##### MATERIAL PROVIDED #####

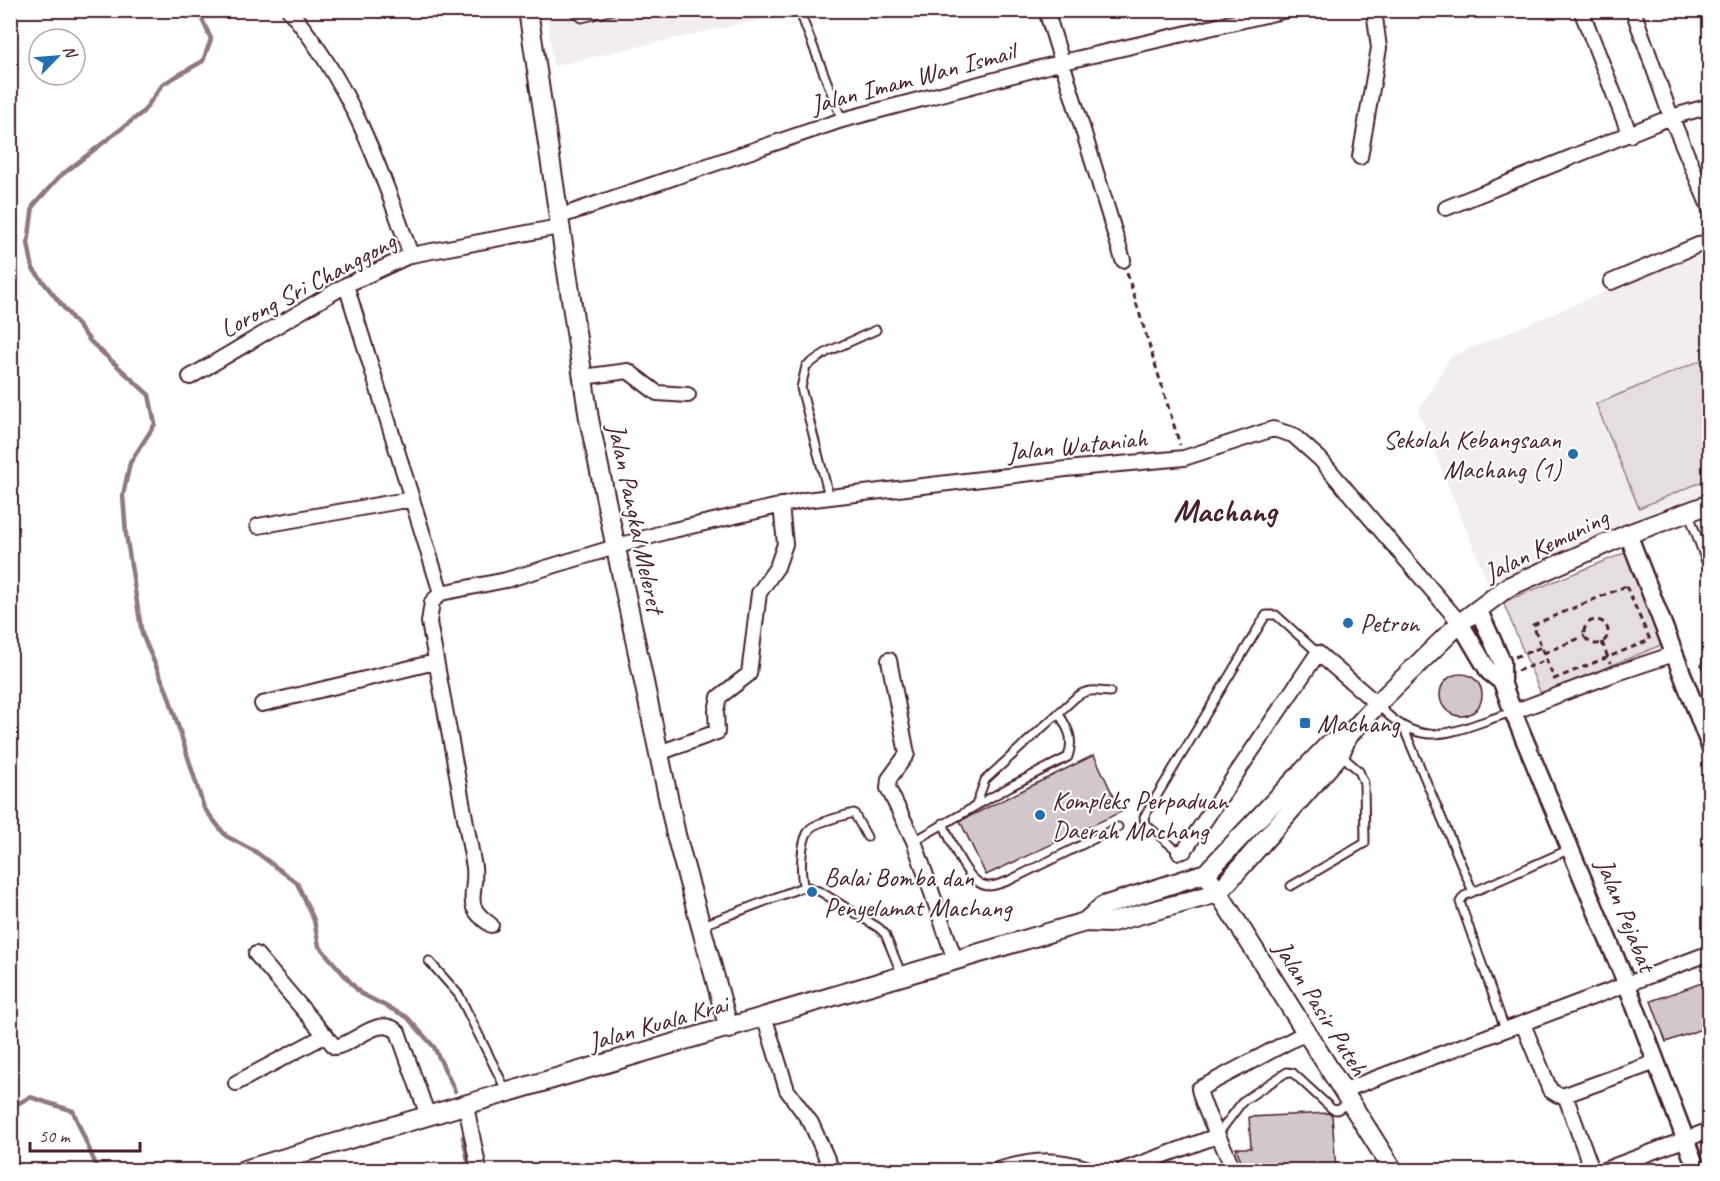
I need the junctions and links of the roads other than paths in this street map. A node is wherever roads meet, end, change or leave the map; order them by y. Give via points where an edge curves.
1 (289, 10) edge
2 (528, 10) edge
3 (573, 10) edge
4 (614, 10) edge
5 (800, 10) edge
6 (1046, 10) edge
7 (1287, 10) edge
8 (1374, 10) edge
9 (1581, 10) edge
10 (1633, 10) edge
11 (1063, 62) junction
12 (1710, 110) edge
13 (1671, 117) junction
14 (842, 120) junction
15 (1630, 135) junction
16 (1360, 157) dead end
17 (1446, 208) dead end
18 (1710, 209) edge
19 (559, 222) junction
20 (1710, 240) edge
21 (411, 255) junction
22 (1124, 260) road end
23 (1611, 282) dead end
24 (346, 285) junction
25 (876, 330) dead end
26 (190, 377) dead end
27 (582, 377) junction
28 (688, 395) dead end
29 (829, 496) junction
30 (412, 499) junction
31 (1710, 504) edge
32 (781, 505) junction
33 (1688, 512) junction
34 (258, 526) dead end
35 (1628, 534) junction
36 (614, 546) junction
37 (1710, 573) edge
38 (441, 593) junction
39 (1478, 609) junction
40 (1460, 623) junction
41 (1710, 652) edge
42 (1318, 653) junction
43 (1674, 654) junction
44 (889, 660) dead end
45 (435, 662) junction
46 (1710, 671) edge
47 (1502, 673) junction
48 (1110, 692) dead end
49 (261, 704) dead end
50 (1377, 704) junction
51 (1513, 712) junction
52 (1059, 714) junction
53 (1404, 729) junction
54 (1339, 745) junction
55 (1710, 746) edge
56 (659, 753) junction
57 (976, 805) junction
58 (943, 824) junction
59 (1118, 827) dead end
60 (867, 837) dead end
61 (914, 841) junction
62 (1572, 848) junction
63 (1179, 852) joint
64 (1206, 873) junction
65 (1292, 886) dead end
66 (804, 888) junction
67 (1218, 892) junction
68 (1473, 892) junction
69 (1085, 922) junction
70 (491, 925) dead end
71 (701, 926) junction
72 (1710, 953) edge
73 (256, 954) dead end
74 (955, 960) junction
75 (429, 961) dead end
76 (903, 977) junction
77 (1627, 985) junction
78 (765, 1018) junction
79 (1523, 1024) junction
80 (729, 1029) junction
81 (1506, 1030) junction
82 (1305, 1033) junction
83 (326, 1035) junction
84 (1656, 1062) junction
85 (236, 1083) dead end
86 (508, 1094) junction
87 (1565, 1095) junction
88 (1346, 1097) junction
89 (466, 1106) junction
90 (429, 1116) junction
91 (1710, 1130) edge
92 (1216, 1136) junction
93 (1685, 1139) junction
94 (244, 1170) edge
95 (479, 1170) edge
96 (832, 1170) edge
97 (997, 1170) edge
98 (1092, 1170) edge
99 (1123, 1170) edge
100 (1233, 1170) edge
101 (1393, 1170) edge
102 (1592, 1170) edge
103 (1607, 1170) edge
104 (1697, 1170) edge

1 - 21 street via 345,89 374,150
2 - 19 main road, Jalan Pangkal Meleret
3 - 4 lane via 582,18
5 - 14 lane
6 - 11 street
7 - 11 street, Jalan Imam Wan Ismail
8 - 16 street via 1379,48
9 - 15 street
10 - 13 street
11 - 14 street, Jalan Imam Wan Ismail
11 - 22 street
12 - 13 street via 1702,108
13 - 15 street
13 - 18 street
14 - 19 street, Jalan Imam Wan Ismail
15 - 17 street
19 - 21 street, Lorong Sri Changgong
19 - 27 main road, Jalan Pangkal Meleret
20 - 23 street
21 - 24 street, Lorong Sri Changgong
24 - 26 street, Lorong Sri Changgong
24 - 30 street
25 - 29 lane via 806,366 801,388
27 - 28 street via 628,371 657,393
27 - 36 main road, Jalan Pangkal Meleret
29 - 32 street, Jalan Wataniah
29 - 40 street, Jalan Wataniah via 1184,458 1266,430 1282,430 1320,459
30 - 34 street
30 - 38 street
31 - 33 main road, Jalan Kemuning
32 - 36 street, Jalan Wataniah
32 - 56 street via 785,544 777,567 759,593 749,674 719,697 717,732
33 - 35 main road, Jalan Kemuning
33 - 37 lane
35 - 39 main road, Jalan Kemuning via 1516,582
35 - 43 street
36 - 38 street, Jalan Wataniah via 506,580
36 - 56 main road, Jalan Pangkal Meleret
38 - 45 street via 432,602 429,615
39 - 40 main road, Jalan Kemuning
39 - 47 street, Jalan Pejabat
40 - 47 street, Jalan Pejabat via 1489,672
40 - 50 main road, Jalan Kemuning
41 - 46 lane via 1706,663
42 - 50 street
42 - 63 street via 1184,851
42 - 63 lane via 1276,615 1266,615 1144,817 1145,824
43 - 51 street
43 - 55 street
44 - 61 street via 907,754 888,785
45 - 49 street
45 - 70 street via 474,867 471,903 476,913
47 - 51 street, Jalan Pejabat
48 - 52 lane via 1083,692
50 - 53 lane
50 - 54 main road, Jalan Kemuning
51 - 53 lane via 1448,733 1435,735
51 - 62 street, Jalan Pejabat
52 - 57 lane via 985,780
52 - 57 lane via 1072,743 1068,757
53 - 68 lane
54 - 64 main road, Jalan Kemuning
54 - 65 lane via 1364,783 1365,843
54 - 67 main road, Jalan Kemuning
56 - 71 main road, Jalan Pangkal Meleret
57 - 58 lane
58 - 59 lane via 968,874 988,886 1008,881
58 - 61 lane
60 - 66 lane via 856,814 813,826 808,832 800,869
61 - 74 street
62 - 68 lane
62 - 77 street, Jalan Pejabat
64 - 67 main road, Jalan Pasir Puteh
64 - 69 main road, Jalan Kuala Krai via 1103,906
66 - 71 lane
66 - 76 lane via 821,892 883,931
67 - 69 main road, Jalan Kuala Krai via 1109,923
67 - 82 main road, Jalan Pasir Puteh
68 - 81 lane via 1462,898 1460,904
69 - 74 main road, Jalan Kuala Krai
71 - 80 main road, Jalan Pangkal Meleret
72 - 77 street
73 - 83 street
74 - 76 main road, Jalan Kuala Krai
75 - 86 lane via 459,995
76 - 78 main road, Jalan Kuala Krai
77 - 79 street
77 - 84 street, Jalan Pejabat
78 - 80 main road, Jalan Kuala Krai
78 - 96 street via 787,1090 811,1123
79 - 81 street
79 - 87 street via 1550,1089
80 - 86 main road, Jalan Kuala Krai
81 - 88 street
82 - 88 main road, Jalan Pasir Puteh
82 - 92 street via 1200,1089
83 - 85 street
83 - 90 street via 337,1047 383,1025 393,1027
84 - 87 street
84 - 93 street, Jalan Pejabat
86 - 89 main road, Jalan Kuala Krai
87 - 102 street
88 - 92 lane via 1337,1110 1332,1109 1293,1073 1287,1072 1243,1101
88 - 101 main road, Jalan Pasir Puteh
89 - 90 main road, Jalan Kuala Krai
89 - 95 street
90 - 94 main road, Jalan Kuala Krai
91 - 93 street
92 - 99 street
92 - 100 street via 1224,1143
93 - 103 street
93 - 104 street, Jalan Pejabat
97 - 98 street via 1050,1160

#####

### [YOUR OBJECTIVE]
Without carrying over any pictures, retype the records above exactly.

### [ANSWER TO THIS TASK]
I need the junctions and links of the roads other than paths in this street map. A node is wherever roads meet, end, change or leave the map; order them by y. Give via points where an edge curves.
1 (289, 10) edge
2 (528, 10) edge
3 (573, 10) edge
4 (614, 10) edge
5 (800, 10) edge
6 (1046, 10) edge
7 (1287, 10) edge
8 (1374, 10) edge
9 (1581, 10) edge
10 (1633, 10) edge
11 (1063, 62) junction
12 (1710, 110) edge
13 (1671, 117) junction
14 (842, 120) junction
15 (1630, 135) junction
16 (1360, 157) dead end
17 (1446, 208) dead end
18 (1710, 209) edge
19 (559, 222) junction
20 (1710, 240) edge
21 (411, 255) junction
22 (1124, 260) road end
23 (1611, 282) dead end
24 (346, 285) junction
25 (876, 330) dead end
26 (190, 377) dead end
27 (582, 377) junction
28 (688, 395) dead end
29 (829, 496) junction
30 (412, 499) junction
31 (1710, 504) edge
32 (781, 505) junction
33 (1688, 512) junction
34 (258, 526) dead end
35 (1628, 534) junction
36 (614, 546) junction
37 (1710, 573) edge
38 (441, 593) junction
39 (1478, 609) junction
40 (1460, 623) junction
41 (1710, 652) edge
42 (1318, 653) junction
43 (1674, 654) junction
44 (889, 660) dead end
45 (435, 662) junction
46 (1710, 671) edge
47 (1502, 673) junction
48 (1110, 692) dead end
49 (261, 704) dead end
50 (1377, 704) junction
51 (1513, 712) junction
52 (1059, 714) junction
53 (1404, 729) junction
54 (1339, 745) junction
55 (1710, 746) edge
56 (659, 753) junction
57 (976, 805) junction
58 (943, 824) junction
59 (1118, 827) dead end
60 (867, 837) dead end
61 (914, 841) junction
62 (1572, 848) junction
63 (1179, 852) joint
64 (1206, 873) junction
65 (1292, 886) dead end
66 (804, 888) junction
67 (1218, 892) junction
68 (1473, 892) junction
69 (1085, 922) junction
70 (491, 925) dead end
71 (701, 926) junction
72 (1710, 953) edge
73 (256, 954) dead end
74 (955, 960) junction
75 (429, 961) dead end
76 (903, 977) junction
77 (1627, 985) junction
78 (765, 1018) junction
79 (1523, 1024) junction
80 (729, 1029) junction
81 (1506, 1030) junction
82 (1305, 1033) junction
83 (326, 1035) junction
84 (1656, 1062) junction
85 (236, 1083) dead end
86 (508, 1094) junction
87 (1565, 1095) junction
88 (1346, 1097) junction
89 (466, 1106) junction
90 (429, 1116) junction
91 (1710, 1130) edge
92 (1216, 1136) junction
93 (1685, 1139) junction
94 (244, 1170) edge
95 (479, 1170) edge
96 (832, 1170) edge
97 (997, 1170) edge
98 (1092, 1170) edge
99 (1123, 1170) edge
100 (1233, 1170) edge
101 (1393, 1170) edge
102 (1592, 1170) edge
103 (1607, 1170) edge
104 (1697, 1170) edge

1 - 21 street via 345,89 374,150
2 - 19 main road, Jalan Pangkal Meleret
3 - 4 lane via 582,18
5 - 14 lane
6 - 11 street
7 - 11 street, Jalan Imam Wan Ismail
8 - 16 street via 1379,48
9 - 15 street
10 - 13 street
11 - 14 street, Jalan Imam Wan Ismail
11 - 22 street
12 - 13 street via 1702,108
13 - 15 street
13 - 18 street
14 - 19 street, Jalan Imam Wan Ismail
15 - 17 street
19 - 21 street, Lorong Sri Changgong
19 - 27 main road, Jalan Pangkal Meleret
20 - 23 street
21 - 24 street, Lorong Sri Changgong
24 - 26 street, Lorong Sri Changgong
24 - 30 street
25 - 29 lane via 806,366 801,388
27 - 28 street via 628,371 657,393
27 - 36 main road, Jalan Pangkal Meleret
29 - 32 street, Jalan Wataniah
29 - 40 street, Jalan Wataniah via 1184,458 1266,430 1282,430 1320,459
30 - 34 street
30 - 38 street
31 - 33 main road, Jalan Kemuning
32 - 36 street, Jalan Wataniah
32 - 56 street via 785,544 777,567 759,593 749,674 719,697 717,732
33 - 35 main road, Jalan Kemuning
33 - 37 lane
35 - 39 main road, Jalan Kemuning via 1516,582
35 - 43 street
36 - 38 street, Jalan Wataniah via 506,580
36 - 56 main road, Jalan Pangkal Meleret
38 - 45 street via 432,602 429,615
39 - 40 main road, Jalan Kemuning
39 - 47 street, Jalan Pejabat
40 - 47 street, Jalan Pejabat via 1489,672
40 - 50 main road, Jalan Kemuning
41 - 46 lane via 1706,663
42 - 50 street
42 - 63 street via 1184,851
42 - 63 lane via 1276,615 1266,615 1144,817 1145,824
43 - 51 street
43 - 55 street
44 - 61 street via 907,754 888,785
45 - 49 street
45 - 70 street via 474,867 471,903 476,913
47 - 51 street, Jalan Pejabat
48 - 52 lane via 1083,692
50 - 53 lane
50 - 54 main road, Jalan Kemuning
51 - 53 lane via 1448,733 1435,735
51 - 62 street, Jalan Pejabat
52 - 57 lane via 985,780
52 - 57 lane via 1072,743 1068,757
53 - 68 lane
54 - 64 main road, Jalan Kemuning
54 - 65 lane via 1364,783 1365,843
54 - 67 main road, Jalan Kemuning
56 - 71 main road, Jalan Pangkal Meleret
57 - 58 lane
58 - 59 lane via 968,874 988,886 1008,881
58 - 61 lane
60 - 66 lane via 856,814 813,826 808,832 800,869
61 - 74 street
62 - 68 lane
62 - 77 street, Jalan Pejabat
64 - 67 main road, Jalan Pasir Puteh
64 - 69 main road, Jalan Kuala Krai via 1103,906
66 - 71 lane
66 - 76 lane via 821,892 883,931
67 - 69 main road, Jalan Kuala Krai via 1109,923
67 - 82 main road, Jalan Pasir Puteh
68 - 81 lane via 1462,898 1460,904
69 - 74 main road, Jalan Kuala Krai
71 - 80 main road, Jalan Pangkal Meleret
72 - 77 street
73 - 83 street
74 - 76 main road, Jalan Kuala Krai
75 - 86 lane via 459,995
76 - 78 main road, Jalan Kuala Krai
77 - 79 street
77 - 84 street, Jalan Pejabat
78 - 80 main road, Jalan Kuala Krai
78 - 96 street via 787,1090 811,1123
79 - 81 street
79 - 87 street via 1550,1089
80 - 86 main road, Jalan Kuala Krai
81 - 88 street
82 - 88 main road, Jalan Pasir Puteh
82 - 92 street via 1200,1089
83 - 85 street
83 - 90 street via 337,1047 383,1025 393,1027
84 - 87 street
84 - 93 street, Jalan Pejabat
86 - 89 main road, Jalan Kuala Krai
87 - 102 street
88 - 92 lane via 1337,1110 1332,1109 1293,1073 1287,1072 1243,1101
88 - 101 main road, Jalan Pasir Puteh
89 - 90 main road, Jalan Kuala Krai
89 - 95 street
90 - 94 main road, Jalan Kuala Krai
91 - 93 street
92 - 99 street
92 - 100 street via 1224,1143
93 - 103 street
93 - 104 street, Jalan Pejabat
97 - 98 street via 1050,1160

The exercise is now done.